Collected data
+===+

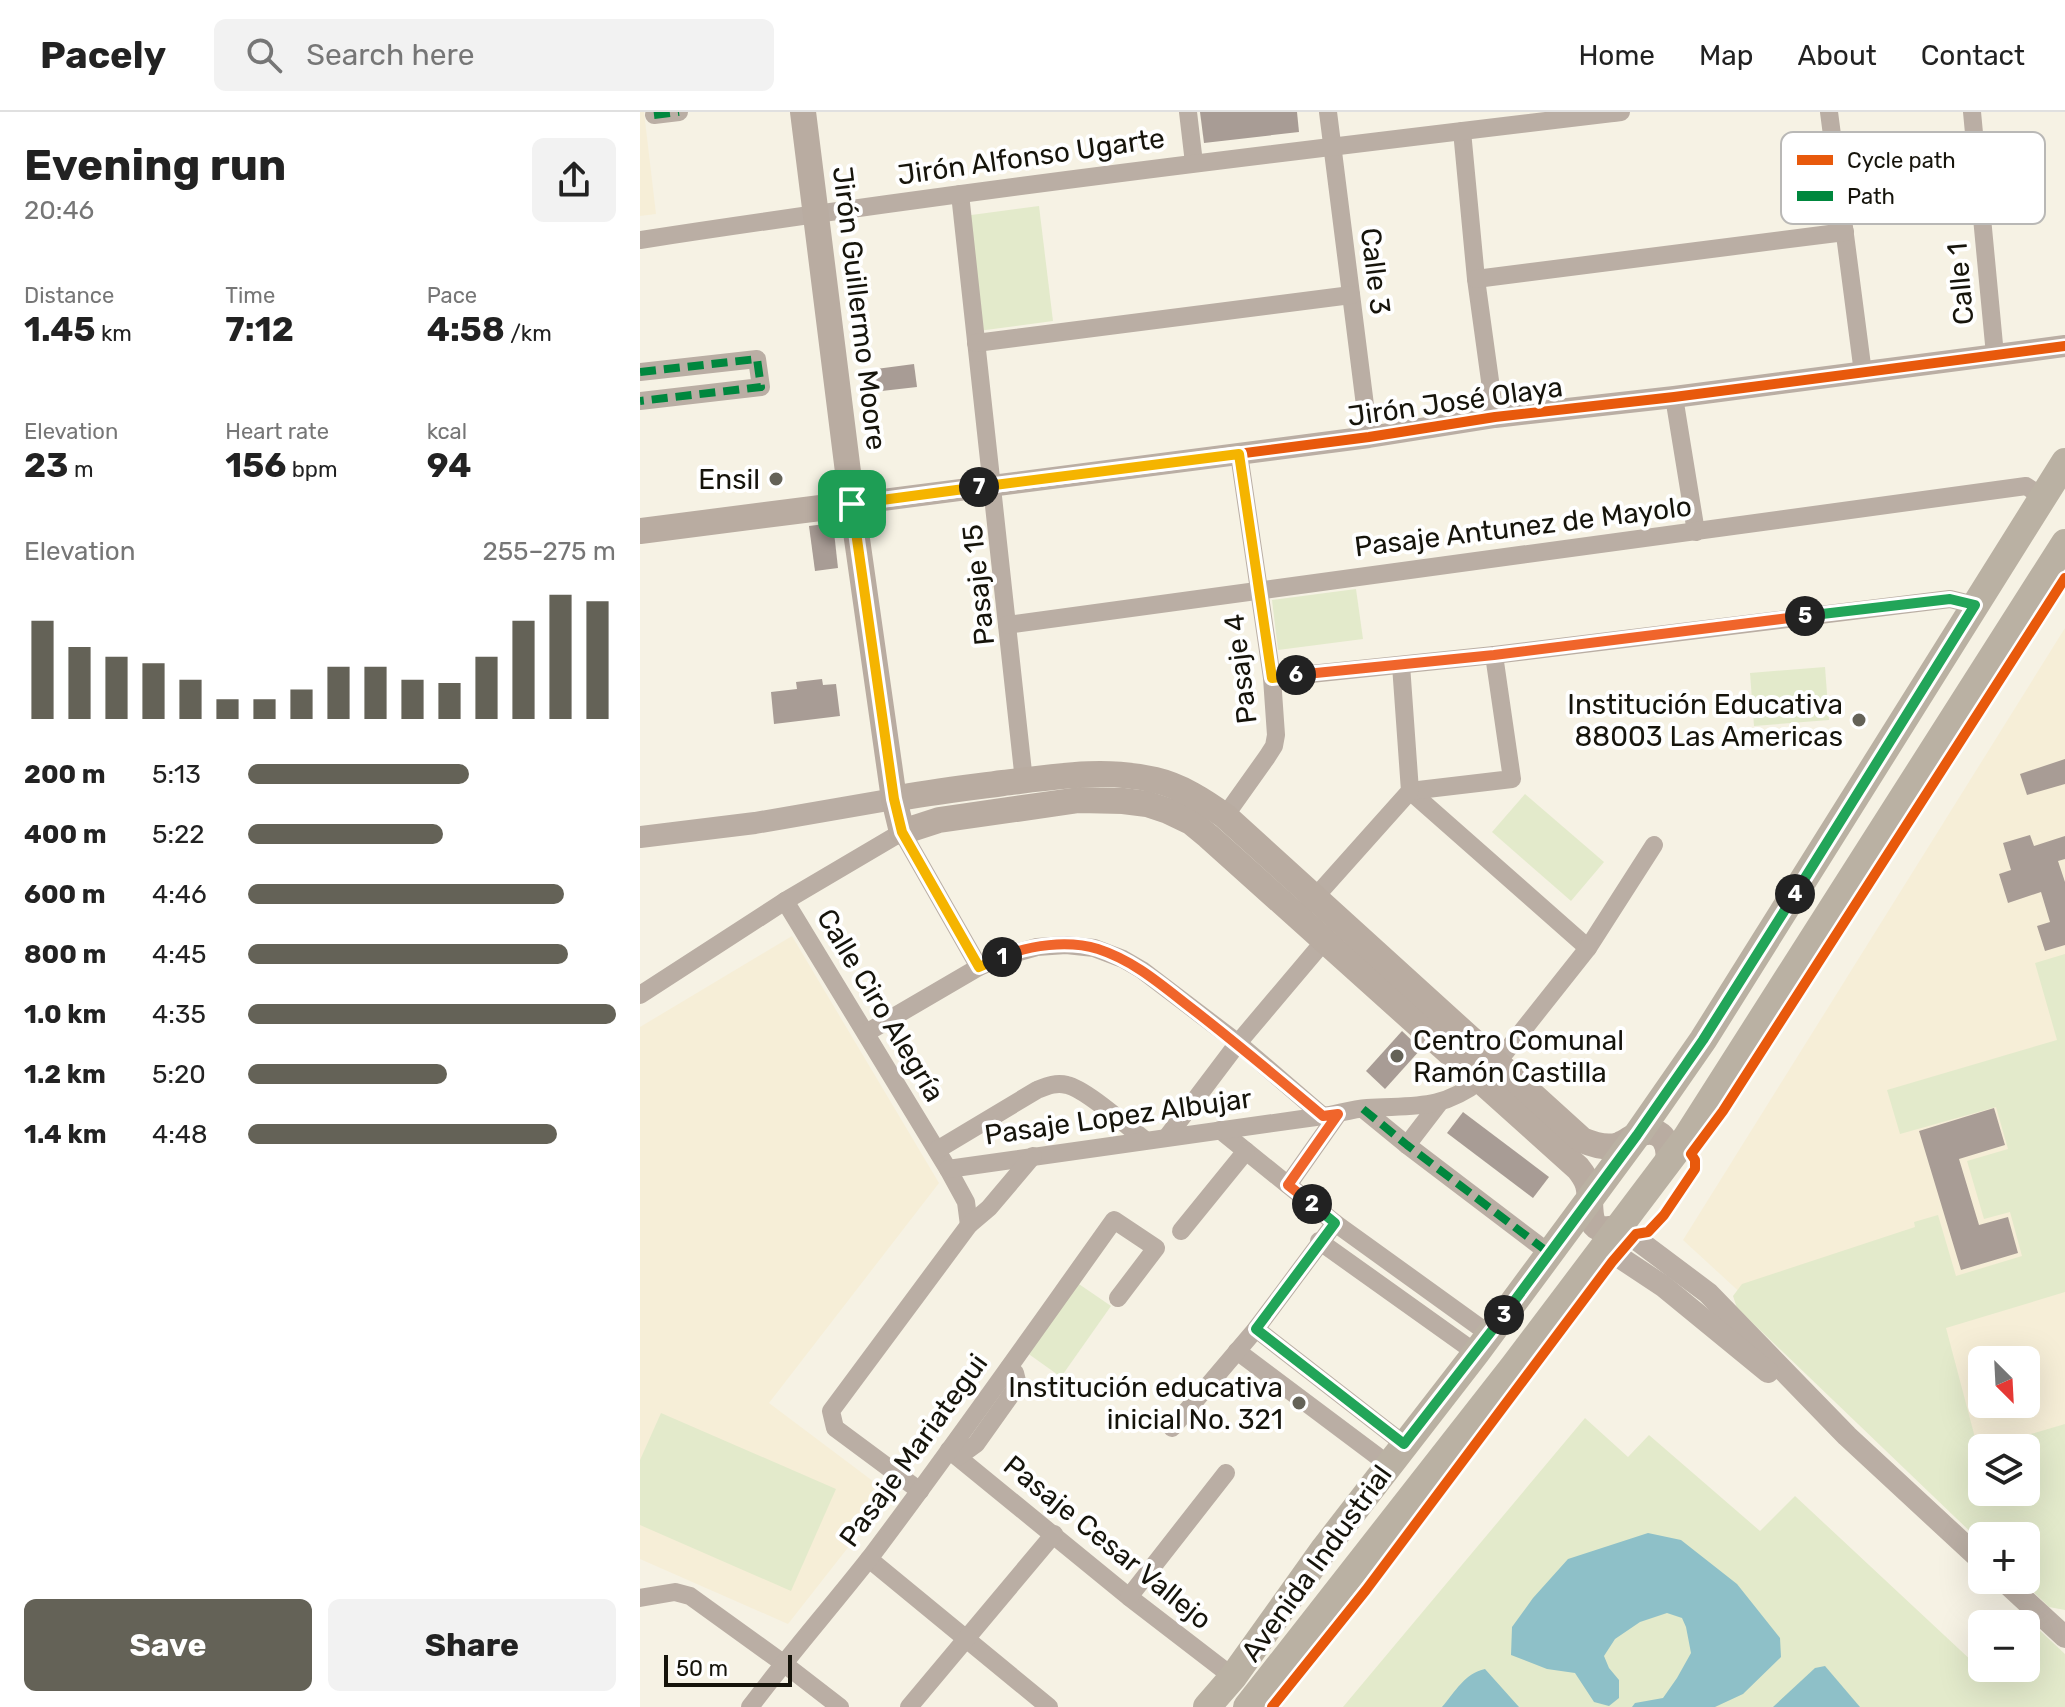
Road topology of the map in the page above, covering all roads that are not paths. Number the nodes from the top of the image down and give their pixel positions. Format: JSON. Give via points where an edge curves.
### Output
{"nodes":[{"id":1,"x":679,"y":112,"type":"edge"},
{"id":2,"x":803,"y":112,"type":"edge"},
{"id":3,"x":1188,"y":112,"type":"edge"},
{"id":4,"x":1328,"y":112,"type":"edge"},
{"id":5,"x":1621,"y":112,"type":"edge"},
{"id":6,"x":1829,"y":112,"type":"edge"},
{"id":7,"x":1972,"y":112,"type":"edge"},
{"id":8,"x":654,"y":115,"type":"dead end"},
{"id":9,"x":1566,"y":115,"type":"edge"},
{"id":10,"x":1462,"y":131,"type":"junction"},
{"id":11,"x":1832,"y":132,"type":"edge"},
{"id":12,"x":1974,"y":132,"type":"edge"},
{"id":13,"x":1333,"y":147,"type":"junction"},
{"id":14,"x":1194,"y":163,"type":"junction"},
{"id":15,"x":960,"y":194,"type":"junction"},
{"id":16,"x":816,"y":213,"type":"junction"},
{"id":17,"x":1844,"y":224,"type":"edge"},
{"id":18,"x":1983,"y":224,"type":"edge"},
{"id":19,"x":1845,"y":232,"type":"junction"},
{"id":20,"x":640,"y":240,"type":"edge"},
{"id":21,"x":1476,"y":279,"type":"junction"},
{"id":22,"x":1351,"y":295,"type":"junction"},
{"id":23,"x":976,"y":343,"type":"junction"},
{"id":24,"x":2065,"y":346,"type":"edge"},
{"id":25,"x":1995,"y":355,"type":"junction"},
{"id":26,"x":640,"y":372,"type":"edge"},
{"id":27,"x":1863,"y":373,"type":"junction"},
{"id":28,"x":1674,"y":397,"type":"junction"},
{"id":29,"x":640,"y":401,"type":"edge"},
{"id":30,"x":1495,"y":417,"type":"junction"},
{"id":31,"x":1369,"y":437,"type":"junction"},
{"id":32,"x":1239,"y":454,"type":"junction"},
{"id":33,"x":2065,"y":462,"type":"edge"},
{"id":34,"x":992,"y":486,"type":"junction"},
{"id":35,"x":2043,"y":497,"type":"junction"},
{"id":36,"x":852,"y":504,"type":"junction"},
{"id":37,"x":640,"y":531,"type":"edge"},
{"id":38,"x":1696,"y":532,"type":"junction"},
{"id":39,"x":2065,"y":543,"type":"edge"},
{"id":40,"x":1258,"y":589,"type":"junction"},
{"id":41,"x":1975,"y":605,"type":"junction"},
{"id":42,"x":1007,"y":625,"type":"junction"},
{"id":43,"x":1494,"y":655,"type":"junction"},
{"id":44,"x":1401,"y":665,"type":"junction"},
{"id":45,"x":1272,"y":678,"type":"junction"},
{"id":46,"x":1024,"y":781,"type":"junction"},
{"id":47,"x":1410,"y":791,"type":"junction"},
{"id":48,"x":894,"y":799,"type":"junction"},
{"id":49,"x":1225,"y":816,"type":"junction"},
{"id":50,"x":902,"y":832,"type":"junction"},
{"id":51,"x":640,"y":837,"type":"edge"},
{"id":52,"x":1654,"y":845,"type":"dead end"},
{"id":53,"x":785,"y":901,"type":"junction"},
{"id":54,"x":1306,"y":907,"type":"junction"},
{"id":55,"x":1325,"y":940,"type":"junction"},
{"id":56,"x":1588,"y":948,"type":"junction"},
{"id":57,"x":979,"y":967,"type":"junction"},
{"id":58,"x":640,"y":995,"type":"edge"},
{"id":59,"x":866,"y":1033,"type":"junction"},
{"id":60,"x":1238,"y":1043,"type":"junction"},
{"id":61,"x":1489,"y":1072,"type":"junction"},
{"id":62,"x":1440,"y":1102,"type":"junction"},
{"id":63,"x":1363,"y":1109,"type":"junction"},
{"id":64,"x":1330,"y":1115,"type":"junction"},
{"id":65,"x":1220,"y":1130,"type":"junction"},
{"id":66,"x":1637,"y":1135,"type":"junction"},
{"id":67,"x":1167,"y":1137,"type":"junction"},
{"id":68,"x":1145,"y":1140,"type":"junction"},
{"id":69,"x":1407,"y":1145,"type":"junction"},
{"id":70,"x":937,"y":1150,"type":"junction"},
{"id":71,"x":1246,"y":1151,"type":"junction"},
{"id":72,"x":1033,"y":1156,"type":"junction"},
{"id":73,"x":1667,"y":1164,"type":"junction"},
{"id":74,"x":948,"y":1169,"type":"junction"},
{"id":75,"x":1288,"y":1185,"type":"junction"},
{"id":76,"x":1590,"y":1198,"type":"junction"},
{"id":77,"x":1335,"y":1223,"type":"junction"},
{"id":78,"x":969,"y":1225,"type":"junction"},
{"id":79,"x":1181,"y":1231,"type":"dead end"},
{"id":80,"x":1612,"y":1237,"type":"junction"},
{"id":81,"x":1319,"y":1241,"type":"junction"},
{"id":82,"x":1549,"y":1253,"type":"junction"},
{"id":83,"x":1118,"y":1298,"type":"dead end"},
{"id":84,"x":1256,"y":1329,"type":"junction"},
{"id":85,"x":1482,"y":1344,"type":"junction"},
{"id":86,"x":1237,"y":1351,"type":"junction"},
{"id":87,"x":1172,"y":1428,"type":"dead end"},
{"id":88,"x":954,"y":1454,"type":"junction"},
{"id":89,"x":1396,"y":1454,"type":"junction"},
{"id":90,"x":1226,"y":1473,"type":"dead end"},
{"id":91,"x":920,"y":1491,"type":"junction"},
{"id":92,"x":1054,"y":1534,"type":"junction"},
{"id":93,"x":1968,"y":1548,"type":"edge"},
{"id":94,"x":869,"y":1559,"type":"junction"},
{"id":95,"x":2018,"y":1594,"type":"edge"},
{"id":96,"x":1129,"y":1597,"type":"junction"},
{"id":97,"x":640,"y":1598,"type":"edge"},
{"id":98,"x":2065,"y":1637,"type":"edge"},
{"id":99,"x":966,"y":1640,"type":"junction"},
{"id":100,"x":783,"y":1663,"type":"junction"},
{"id":101,"x":1233,"y":1677,"type":"junction"},
{"id":102,"x":750,"y":1707,"type":"edge"},
{"id":103,"x":840,"y":1707,"type":"edge"},
{"id":104,"x":909,"y":1707,"type":"edge"},
{"id":105,"x":1049,"y":1707,"type":"edge"},
{"id":106,"x":1207,"y":1707,"type":"edge"},
{"id":107,"x":1247,"y":1707,"type":"edge"}],
"edges":[{"from":1,"to":8,"type":"street"},
{"from":2,"to":16,"type":"main road","name":"Jirón Guillermo Moore"},
{"from":3,"to":14,"type":"street"},
{"from":4,"to":13,"type":"street","name":"Calle 3"},
{"from":5,"to":9,"type":"street","name":"Jirón Alfonso Ugarte"},
{"from":6,"to":11,"type":"street"},
{"from":7,"to":12,"type":"street","name":"Calle 1"},
{"from":9,"to":10,"type":"street","name":"Jirón Alfonso Ugarte"},
{"from":10,"to":13,"type":"street","name":"Jirón Alfonso Ugarte"},
{"from":10,"to":21,"type":"street"},
{"from":13,"to":14,"type":"street","name":"Jirón Alfonso Ugarte"},
{"from":13,"to":22,"type":"street","name":"Calle 3"},
{"from":14,"to":15,"type":"street","name":"Jirón Alfonso Ugarte"},
{"from":15,"to":16,"type":"street","name":"Jirón Alfonso Ugarte"},
{"from":15,"to":23,"type":"street","name":"Pasaje 15"},
{"from":16,"to":20,"type":"street","name":"Jirón Alfonso Ugarte"},
{"from":16,"to":36,"type":"main road","name":"Jirón Guillermo Moore"},
{"from":17,"to":19,"type":"street"},
{"from":18,"to":25,"type":"street","name":"Calle 1"},
{"from":19,"to":21,"type":"street"},
{"from":19,"to":27,"type":"street"},
{"from":21,"to":30,"type":"street"},
{"from":22,"to":23,"type":"street"},
{"from":22,"to":31,"type":"street","name":"Calle 3"},
{"from":23,"to":34,"type":"street","name":"Pasaje 15"},
{"from":24,"to":25,"type":"street","name":"Jirón José Olaya"},
{"from":25,"to":27,"type":"street","name":"Jirón José Olaya"},
{"from":26,"to":29,"type":"street","via":[[757,359],[761,387]]},
{"from":27,"to":28,"type":"street","name":"Jirón José Olaya"},
{"from":28,"to":30,"type":"street","name":"Jirón José Olaya"},
{"from":28,"to":38,"type":"street"},
{"from":30,"to":31,"type":"street","name":"Jirón José Olaya"},
{"from":31,"to":32,"type":"street","name":"Jirón José Olaya"},
{"from":32,"to":34,"type":"street","name":"Jirón José Olaya"},
{"from":32,"to":40,"type":"street","name":"Pasaje 4"},
{"from":33,"to":35,"type":"main road","name":"Avenida Industrial"},
{"from":34,"to":36,"type":"street","name":"Jirón José Olaya"},
{"from":34,"to":42,"type":"street","name":"Pasaje 15"},
{"from":35,"to":38,"type":"street","name":"Pasaje Antunez de Mayolo","via":[[2026,486]]},
{"from":35,"to":41,"type":"main road","name":"Avenida Industrial"},
{"from":36,"to":37,"type":"main road","name":"Jirón José Olaya"},
{"from":36,"to":48,"type":"main road","name":"Jirón Guillermo Moore"},
{"from":38,"to":40,"type":"street","name":"Pasaje Antunez de Mayolo"},
{"from":39,"to":73,"type":"main road","name":"Avenida Industrial"},
{"from":40,"to":42,"type":"street","name":"Pasaje Antunez de Mayolo"},
{"from":40,"to":45,"type":"street","name":"Pasaje 4"},
{"from":41,"to":43,"type":"street","via":[[1950,599]]},
{"from":41,"to":66,"type":"main road","name":"Avenida Industrial","via":[[1703,1040]]},
{"from":42,"to":46,"type":"street","name":"Pasaje 15"},
{"from":43,"to":44,"type":"street"},
{"from":43,"to":47,"type":"street","via":[[1512,779]]},
{"from":44,"to":45,"type":"street"},
{"from":44,"to":47,"type":"street"},
{"from":45,"to":49,"type":"street","name":"Pasaje 4","via":[[1274,746]]},
{"from":46,"to":48,"type":"main road"},
{"from":46,"to":49,"type":"main road","via":[[1127,774],[1184,790]]},
{"from":47,"to":54,"type":"street"},
{"from":47,"to":56,"type":"street"},
{"from":48,"to":50,"type":"main road","name":"Jirón Guillermo Moore"},
{"from":48,"to":51,"type":"street"},
{"from":49,"to":54,"type":"main road"},
{"from":50,"to":53,"type":"street"},
{"from":50,"to":54,"type":"main road","via":[[939,820],[1079,800],[1147,804],[1191,822]]},
{"from":50,"to":57,"type":"street","name":"Jirón Guillermo Moore"},
{"from":52,"to":56,"type":"street","name":"Pasaje Lopez Albujar"},
{"from":53,"to":58,"type":"street"},
{"from":53,"to":59,"type":"street","name":"Calle Ciro Alegría"},
{"from":54,"to":55,"type":"main road"},
{"from":54,"to":61,"type":"main road"},
{"from":55,"to":60,"type":"street"},
{"from":55,"to":61,"type":"main road"},
{"from":56,"to":61,"type":"street","name":"Pasaje Lopez Albujar"},
{"from":57,"to":59,"type":"street"},
{"from":57,"to":60,"type":"street","via":[[1037,947],[1094,948],[1142,970]]},
{"from":59,"to":70,"type":"street","name":"Calle Ciro Alegría"},
{"from":60,"to":64,"type":"street"},
{"from":60,"to":67,"type":"street"},
{"from":61,"to":62,"type":"street","name":"Pasaje Lopez Albujar","via":[[1465,1092]]},
{"from":61,"to":66,"type":"main road","via":[[1582,1140],[1620,1145]]},
{"from":61,"to":76,"type":"main road","via":[[1578,1168]]},
{"from":62,"to":63,"type":"street","name":"Pasaje Lopez Albujar"},
{"from":62,"to":69,"type":"street"},
{"from":63,"to":64,"type":"street","name":"Pasaje Lopez Albujar"},
{"from":63,"to":69,"type":"street"},
{"from":64,"to":65,"type":"street","name":"Pasaje Lopez Albujar"},
{"from":64,"to":75,"type":"street"},
{"from":65,"to":67,"type":"street","name":"Pasaje Lopez Albujar"},
{"from":65,"to":71,"type":"street"},
{"from":66,"to":73,"type":"main road","via":[[1649,1132],[1665,1139]]},
{"from":66,"to":76,"type":"main road","name":"Avenida Industrial"},
{"from":67,"to":68,"type":"street","name":"Pasaje Lopez Albujar"},
{"from":68,"to":70,"type":"street","via":[[1082,1091],[1053,1084]]},
{"from":68,"to":72,"type":"street","name":"Pasaje Lopez Albujar"},
{"from":69,"to":82,"type":"street"},
{"from":70,"to":74,"type":"street","name":"Calle Ciro Alegría"},
{"from":71,"to":75,"type":"street"},
{"from":71,"to":79,"type":"street"},
{"from":72,"to":74,"type":"street","name":"Pasaje Lopez Albujar"},
{"from":72,"to":78,"type":"street"},
{"from":73,"to":80,"type":"main road","name":"Avenida Industrial"},
{"from":74,"to":78,"type":"street","name":"Calle Ciro Alegría","via":[[966,1202]]},
{"from":75,"to":77,"type":"street"},
{"from":76,"to":80,"type":"main road","via":[[1594,1224]]},
{"from":76,"to":82,"type":"main road","name":"Avenida Industrial"},
{"from":77,"to":81,"type":"street"},
{"from":77,"to":85,"type":"street"},
{"from":78,"to":91,"type":"street","via":[[831,1411],[835,1428]]},
{"from":80,"to":93,"type":"street","via":[[1663,1286],[1847,1436]]},
{"from":80,"to":107,"type":"main road","name":"Avenida Industrial"},
{"from":81,"to":84,"type":"street"},
{"from":81,"to":85,"type":"street"},
{"from":82,"to":85,"type":"main road","name":"Avenida Industrial"},
{"from":83,"to":88,"type":"street","name":"Pasaje Mariategui","via":[[1156,1248],[1114,1220]]},
{"from":84,"to":86,"type":"street"},
{"from":84,"to":89,"type":"street"},
{"from":85,"to":89,"type":"main road","name":"Avenida Industrial"},
{"from":86,"to":87,"type":"street"},
{"from":86,"to":89,"type":"street"},
{"from":88,"to":91,"type":"street","name":"Pasaje Mariategui"},
{"from":88,"to":92,"type":"street","name":"Pasaje Cesar Vallejo"},
{"from":89,"to":101,"type":"main road","name":"Avenida Industrial"},
{"from":90,"to":96,"type":"street"},
{"from":91,"to":94,"type":"street","name":"Pasaje Mariategui"},
{"from":92,"to":96,"type":"street","name":"Pasaje Cesar Vallejo"},
{"from":92,"to":99,"type":"street"},
{"from":94,"to":99,"type":"street"},
{"from":94,"to":100,"type":"street","name":"Pasaje Mariategui"},
{"from":95,"to":98,"type":"street"},
{"from":96,"to":101,"type":"street","name":"Pasaje Cesar Vallejo"},
{"from":97,"to":100,"type":"street","via":[[675,1592],[690,1596]]},
{"from":99,"to":104,"type":"street"},
{"from":99,"to":105,"type":"street"},
{"from":100,"to":102,"type":"street","name":"Pasaje Mariategui"},
{"from":100,"to":103,"type":"street"},
{"from":101,"to":106,"type":"main road","name":"Avenida Industrial"}]}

+===+

» **Directions**:
Which lines in the records contain the word "Alegría"? Copy each one.

» **Exercise result**:
{"from":53,"to":59,"type":"street","name":"Calle Ciro Alegría"},
{"from":59,"to":70,"type":"street","name":"Calle Ciro Alegría"},
{"from":70,"to":74,"type":"street","name":"Calle Ciro Alegría"},
{"from":74,"to":78,"type":"street","name":"Calle Ciro Alegría","via":[[966,1202]]},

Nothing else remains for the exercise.